Sunday, May 6, 2012

Milano’12: Things at the Fairgrounds

There were thousands of exhibitors at the Rho Fairgrounds – no way I could see them all. For somebody as greedy as I am, it could be quite stressful. I made up my mind at the end: next time, I’d better strategize and prioritize, or simply arrive earlier in the day.

From what I saw, it seemed that funny shapes and bright colors were not as omnipresent as last year. But it was still a wide-spread trend, seen in brands from Italy, France, Denmark, and the Netherlands.

Dutch brand Leolux presented its new collection with blown up chandelier
Danish brand Softline’s Rio lounge chair by Busk+Hertzog
French brand Roche Bobois’s Sputnik chairs by Sacha Lakic, in good company with that book there
Campeggi launched iPouf lounge/speakers by Emanuele Magini
An earlier product from Campeggi: Airpouf stool/vacuum cleaner by Lorenzo Damiani
Casamania’s new Chariot is a mobile table with exaggerated wheels on the sides, designed by Gamfratesi

Fabio Novembre designed the 36h and 56h chairs for Driade, using an aluminum structure covered with woven plastic. He named the product after the temporal value each of them requires, in honor of the work of the skilled craftsmen who made them. They look odd, but actually they are quite comfortable. I also spotted the interior line of Sicis Mosaics called Sicis Next Art. It was so over-the-top that it made Fabio look tame. I kept wondering if it was responsible for Princess Beatrice’s hat at the royal wedding one year ago.
Driade’s 36h and 56h chairs by Fabio Novembre
Sicis Next Art

Of course it was not just about shapes. Some nice pieces explored the use of different materials, from the classics to the unexpected.
Glas Italia’s Nezu series by Jasper Morrison is made of a new double-faced
acid-etched glass, tempered and thermo-welded together.
Cor-ten furniture at the De Castelli stand
Univers series by Wolf Udo Wagner for Fischer Möbel uses foam-coating similar to Quinze & Milan’s.
Kenneth Cobonpue’s Cabaret series has thick fabric tubes woven over a steel frame.
Emporium’s Cora and Zoe chairs by Roberto Giacomucci are made from partially melted plastic
from recycling process. They look soft but are actually quite hard.
Mogg presented a dresser that looks like a pile of lumber.
Casamania’s Rememberme chairs by Tobias Juretzek are entirely made from old clothes.
Nani Marquina showed her new Chillida collection, which transforms
the Spanish master’s artworks into high quality rugs.

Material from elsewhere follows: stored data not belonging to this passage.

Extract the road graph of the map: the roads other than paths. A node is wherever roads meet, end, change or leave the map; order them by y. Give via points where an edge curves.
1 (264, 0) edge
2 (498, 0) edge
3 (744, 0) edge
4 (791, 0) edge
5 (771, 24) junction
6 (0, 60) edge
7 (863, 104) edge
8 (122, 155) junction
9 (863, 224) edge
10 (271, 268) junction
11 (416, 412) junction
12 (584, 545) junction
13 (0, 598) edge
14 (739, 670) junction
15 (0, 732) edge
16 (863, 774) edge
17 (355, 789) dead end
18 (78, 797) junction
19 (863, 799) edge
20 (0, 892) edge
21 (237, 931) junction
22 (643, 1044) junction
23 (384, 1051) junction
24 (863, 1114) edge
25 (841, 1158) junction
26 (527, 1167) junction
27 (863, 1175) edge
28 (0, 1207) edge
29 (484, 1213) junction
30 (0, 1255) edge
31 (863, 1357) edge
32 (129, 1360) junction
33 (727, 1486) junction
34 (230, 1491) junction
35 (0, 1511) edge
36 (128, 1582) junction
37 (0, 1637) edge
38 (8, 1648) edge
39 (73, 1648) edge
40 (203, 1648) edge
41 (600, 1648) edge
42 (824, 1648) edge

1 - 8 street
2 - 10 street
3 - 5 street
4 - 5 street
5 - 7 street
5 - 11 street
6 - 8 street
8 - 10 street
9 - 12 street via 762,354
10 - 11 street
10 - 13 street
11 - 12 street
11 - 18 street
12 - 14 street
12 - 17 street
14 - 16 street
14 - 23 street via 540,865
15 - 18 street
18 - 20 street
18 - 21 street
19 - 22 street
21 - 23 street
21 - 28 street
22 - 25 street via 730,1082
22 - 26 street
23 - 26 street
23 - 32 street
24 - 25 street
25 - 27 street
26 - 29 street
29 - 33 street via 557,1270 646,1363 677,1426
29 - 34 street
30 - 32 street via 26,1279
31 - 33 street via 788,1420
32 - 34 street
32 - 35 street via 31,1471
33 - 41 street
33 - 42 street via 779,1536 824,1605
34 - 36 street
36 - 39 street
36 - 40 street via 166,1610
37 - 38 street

Many well-known brands took the opportunity to launch their new products. Magis, for example, presented the Pila chairs and the Pilo table designed by the Bouroullec brothers. They showed the designers’ consistent attention to form, materiality, and detail. Pila has a thin plywood seat and back supported on an aluminum frame almost invisible underneath, while Pilo features cast aluminum connectors between the legs and the table top. Marcel Wanders added some wicker-backed chairs to his Cyborg series. There were also Clouds and Birds – hanging sculptures made of metal mesh by sculptor Benedetta Mori Ubaldini, whose work was also shown at Spazio Rossana Orlandi.
Pila chairs and Pilo table by Ronan and Erwan Bouroullec
Aluminum connector under Pilo
Wicker chairs by Marcel Wanders
Clouds by Benedetta Mori Ubaldini

Moroso showed products including the “Successful Living” collection with Diesel. The Moon chairs by Tokujin Yoshioka were shown again, but this year with a brushed metal texture.
Rock series, Diesel with Moroso
Moon chairs by Tokujin Yoshioka

Vitra presented the Grand Repos by Antonio Citterio. I actually found those hard plastic balloons and soft stuffed cactus very interesting.
Grand Repos by Antonio Citterio

Molteni&C launched the Grado° collection by NY-based Israeli designer Ron Gilad. It showed an intricate play with geometry. In the series of wooden and glass tables, he made use of 45° edges, shaving off the corners and softening the cubic shape. The 35° coffee table and 60° sideboard look like open boxes with very elegant thin metal wire frame.